Here's the problem: if you actually look up Taylor's book, which is now out of copyright and available digitally on the Internet, you will find that the Greek text presented here is not the same as the Greek text presented in Taylor's book. That is because Taylor's edition was awful. You cannot depend on Thomas Taylor's edition of Proclus' hymns. Entire lines are missing, the punctuation is not rendered, and the accentuation and tones are not rendered.
The transcription presented here, in fact, cannot come from Thomas Taylor. Pearse misrepresented the source of the transcription. The transcription presented here is accurate as far as I know; but its source is emphatically not Thomas Taylor.

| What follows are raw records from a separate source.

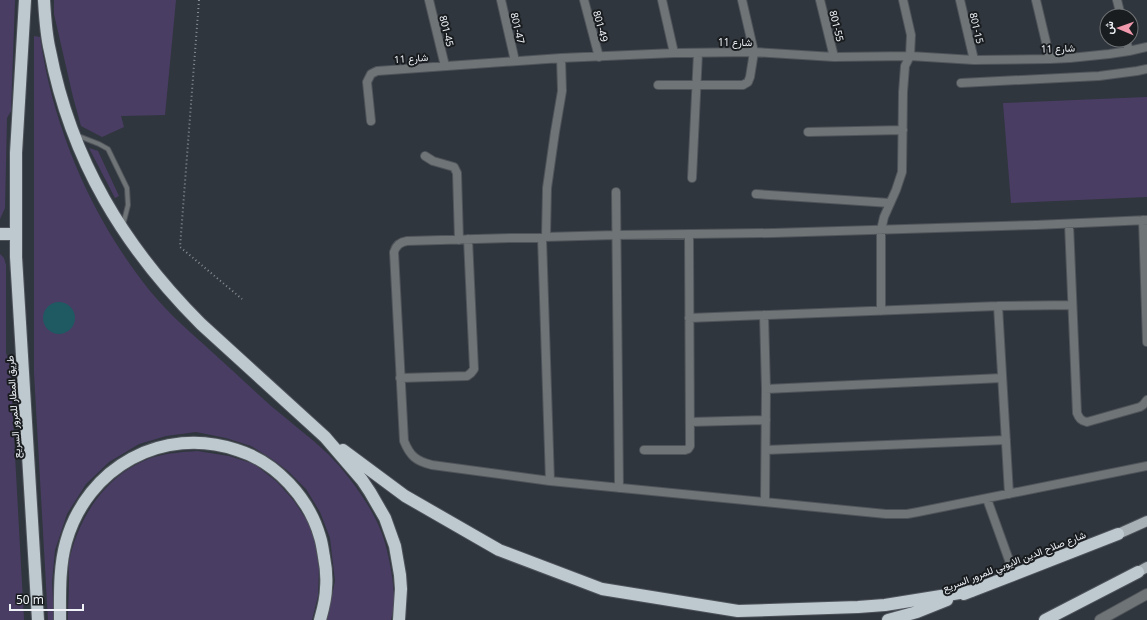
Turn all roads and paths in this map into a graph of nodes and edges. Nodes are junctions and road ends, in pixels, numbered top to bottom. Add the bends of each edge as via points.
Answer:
1 (25, 0) edge
2 (44, 0) edge
3 (199, 0) edge
4 (429, 0) edge
5 (501, 0) edge
6 (584, 0) edge
7 (662, 0) edge
8 (742, 0) edge
9 (820, 0) edge
10 (903, 0) edge
11 (960, 0) edge
12 (1036, 0) edge
13 (1147, 47) edge
14 (1128, 48) edge
15 (754, 52) junction
16 (1129, 52) junction
17 (674, 53) junction
18 (698, 53) junction
19 (910, 56) junction
20 (599, 57) junction
21 (834, 57) junction
22 (561, 58) junction
23 (1050, 59) junction
24 (974, 60) junction
25 (515, 61) junction
26 (445, 66) junction
27 (1147, 69) edge
28 (961, 83) dead end
29 (658, 85) dead end
30 (696, 85) junction
31 (371, 121) dead end
32 (903, 130) junction
33 (808, 132) dead end
34 (74, 134) junction
35 (425, 156) dead end
36 (692, 178) dead end
37 (616, 192) dead end
38 (756, 194) dead end
39 (890, 203) junction
40 (1145, 220) edge
41 (1069, 224) junction
42 (122, 229) junction
43 (881, 230) junction
44 (0, 234) edge
45 (16, 234) junction
46 (689, 234) junction
47 (616, 235) junction
48 (544, 237) junction
49 (468, 239) junction
50 (459, 240) junction
51 (242, 299) dead end
52 (1072, 305) junction
53 (998, 306) junction
54 (881, 311) junction
55 (764, 315) junction
56 (689, 318) junction
57 (1147, 342) edge
58 (400, 378) junction
59 (1002, 378) junction
60 (766, 389) junction
61 (1147, 400) edge
62 (766, 420) junction
63 (690, 422) junction
64 (325, 437) junction
65 (1006, 440) junction
66 (644, 450) dead end
67 (766, 450) junction
68 (1147, 466) edge
69 (550, 481) junction
70 (619, 488) junction
71 (1009, 494) junction
72 (988, 499) junction
73 (765, 502) junction
74 (1147, 521) edge
75 (1118, 534) joint
76 (1142, 569) edge
77 (1014, 574) junction
78 (972, 591) junction
79 (1147, 594) edge
80 (38, 620) edge
81 (60, 620) edge
82 (320, 620) edge
83 (399, 620) edge
84 (888, 620) edge
85 (1045, 620) edge
86 (1100, 620) edge

1 - 45 highway, طريق المطار للمرور السريع via 16,153
2 - 34 highway via 50,51 62,100
3 - 51 path via 180,247
4 - 26 street, 801-45
5 - 25 street, 801-47
6 - 20 street, 801-49
7 - 17 street
8 - 15 street
9 - 21 street, 801-55
10 - 19 street via 911,35
11 - 24 street, 801-15
12 - 23 street
13 - 16 street, شارع 11
14 - 16 street
15 - 18 street, شارع 11
15 - 21 street, شارع 11
15 - 30 street via 750,77 743,85
16 - 23 street, شارع 11
17 - 18 street, شارع 11
17 - 20 street, شارع 11
18 - 30 street
19 - 21 street, شارع 11
19 - 24 street, شارع 11
19 - 32 street via 905,66
20 - 22 street, شارع 11
22 - 25 street, شارع 11
22 - 48 street via 562,91 547,188
23 - 24 street, شارع 11
25 - 26 street, شارع 11
26 - 31 street, شارع 11 via 377,71 371,74 367,82
27 - 28 street via 1099,76
29 - 30 street
30 - 36 street
32 - 33 street
32 - 39 street via 902,172
34 - 42 highway via 100,194
34 - 42 lane via 108,149 127,188 128,205
35 - 50 street via 454,167 457,173
37 - 47 street
38 - 39 street
39 - 43 street
40 - 41 street
40 - 57 street
41 - 43 street
41 - 52 street
42 - 64 highway via 146,263 182,305
43 - 46 street
43 - 54 street
44 - 45 highway
45 - 80 highway, طريق المطار للمرور السريع
46 - 47 street
46 - 56 street
47 - 48 street
47 - 70 street
48 - 49 street
48 - 69 street
49 - 50 street
49 - 58 street via 474,368 467,376
50 - 58 street via 402,241 395,247
52 - 53 street
52 - 61 street via 1077,413 1080,419 1086,422 1140,408
53 - 54 street
53 - 59 street
54 - 55 street
55 - 56 street
55 - 60 street
56 - 63 street
58 - 69 street via 404,441 414,458 432,465
59 - 60 street
59 - 65 street
60 - 62 street
62 - 63 street
62 - 67 street
63 - 66 street via 688,449
64 - 78 highway via 404,496 499,550 602,589 738,612 864,607
64 - 83 highway via 362,480 387,525 395,546 400,575
65 - 67 street
65 - 71 street
67 - 73 street
68 - 71 street
69 - 70 street
70 - 73 street
71 - 72 street
72 - 73 street via 896,514
72 - 77 street
74 - 75 main road, شارع صلاح الدين الايوبي للمرور السريع
75 - 77 highway, شارع صلاح الدين الايوبي للمرور السريع
76 - 85 highway
77 - 78 highway, شارع صلاح الدين الايوبي للمرور السريع
78 - 84 highway, شارع صلاح الدين الايوبي للمرور السريع
79 - 86 street
81 - 82 highway via 61,568 66,541 81,507 94,487 136,456 171,445 194,443 239,450 264,463 285,480 303,500 316,524 326,569 327,587

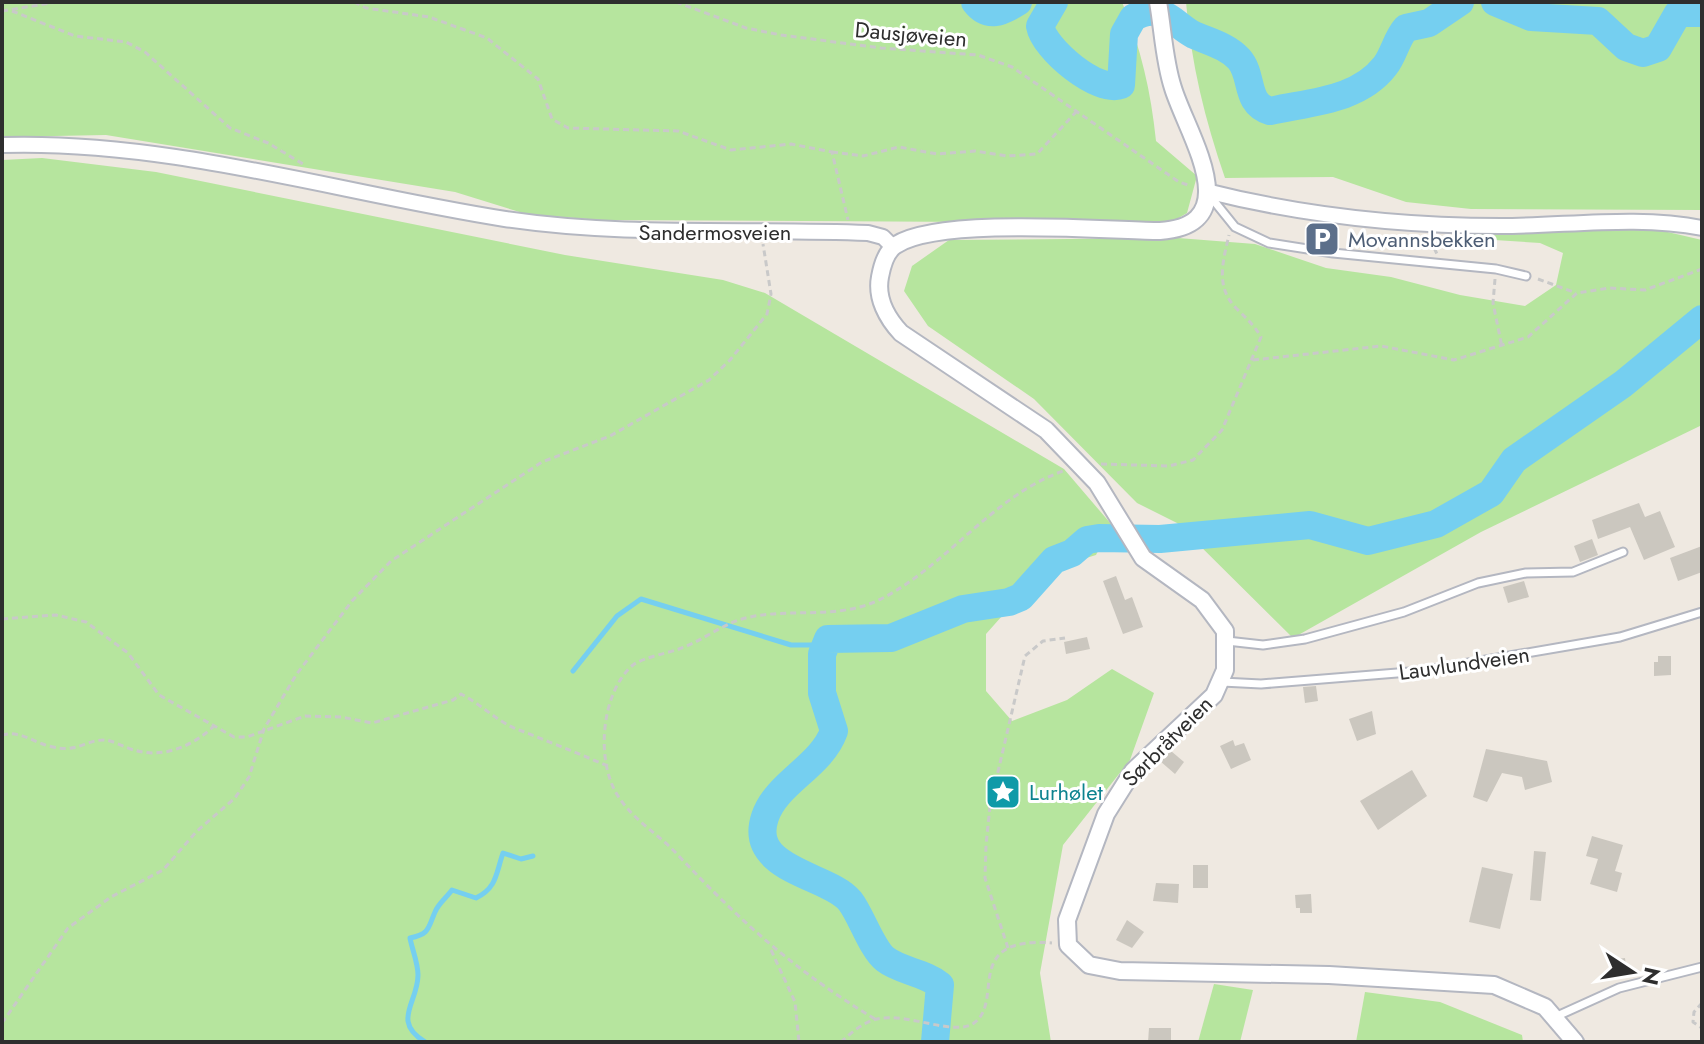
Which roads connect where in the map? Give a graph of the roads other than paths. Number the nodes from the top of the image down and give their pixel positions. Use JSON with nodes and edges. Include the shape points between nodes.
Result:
{"nodes":[{"id":1,"x":1159,"y":9,"type":"edge"},
{"id":2,"x":2,"y":145,"type":"edge"},
{"id":3,"x":1206,"y":191,"type":"junction"},
{"id":4,"x":1702,"y":228,"type":"edge"},
{"id":5,"x":892,"y":246,"type":"junction"},
{"id":6,"x":1526,"y":276,"type":"road end"},
{"id":7,"x":1623,"y":552,"type":"dead end"},
{"id":8,"x":1702,"y":612,"type":"edge"},
{"id":9,"x":1227,"y":641,"type":"junction"},
{"id":10,"x":1222,"y":682,"type":"junction"},
{"id":11,"x":1702,"y":967,"type":"edge"},
{"id":12,"x":1555,"y":1017,"type":"junction"},
{"id":13,"x":1575,"y":1042,"type":"edge"}],
"edges":[{"from":1,"to":3,"type":"street","via":[[1172,87],[1204,168]]},
{"from":2,"to":5,"type":"street","name":"Sandermosveien","via":[[130,150],[506,219],[623,232],[849,232],[877,235]]},
{"from":3,"to":4,"type":"street","via":[[1257,204],[1427,223]]},
{"from":3,"to":5,"type":"street","via":[[1200,214],[1180,230],[950,230]]},
{"from":3,"to":6,"type":"lane","via":[[1231,224],[1269,243]]},
{"from":5,"to":9,"type":"street","via":[[879,284],[892,323],[1046,430],[1082,464],[1149,565],[1202,600],[1220,621]]},
{"from":7,"to":9,"type":"lane","via":[[1573,572],[1526,573],[1478,583],[1384,618],[1305,639],[1263,645]]},
{"from":8,"to":10,"type":"lane","name":"Lauvlundveien","via":[[1620,637],[1422,671],[1261,684]]},
{"from":9,"to":10,"type":"street","name":"Sørbråtveien"},
{"from":10,"to":12,"type":"street","name":"Sørbråtveien","via":[[1116,793],[1067,920],[1068,945],[1080,960],[1101,969],[1146,973],[1329,975],[1494,985],[1525,996]]},
{"from":11,"to":12,"type":"lane","via":[[1619,988]]},
{"from":12,"to":13,"type":"street","name":"Sørbråtveien"}]}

The translation presented here is from Thomas Taylor and is reproduced exactly from the original 1793 book. It is an awful, clumsy translation, which requires at least two lines to translate every one of Proclus', and even then innovates, exaggerates and confuses.
For a better Greek text look up an 1897 volume by Arthur Ludwich titled "Eudociae Augustae, Procli Lycii, Claudiani carminum Graecorum reliquiae. Proclus' hymns are analyzed following page 117. Also, Cousin, Procli Philosophi Platonici opera inedita (1864).
There are of course even better editions that are bound up in copyright law: the standard is Vogt 1957, Procli hymni accedunt hymnorum fragmenta, epigrammata, scholia, fontium et locorum similium apparatus, indices.
If you are actually interested in Proclus' hymns don't waste a lot of time wrestling with Taylor's versions, neither the Greek transcriptions nor the horrendous translations.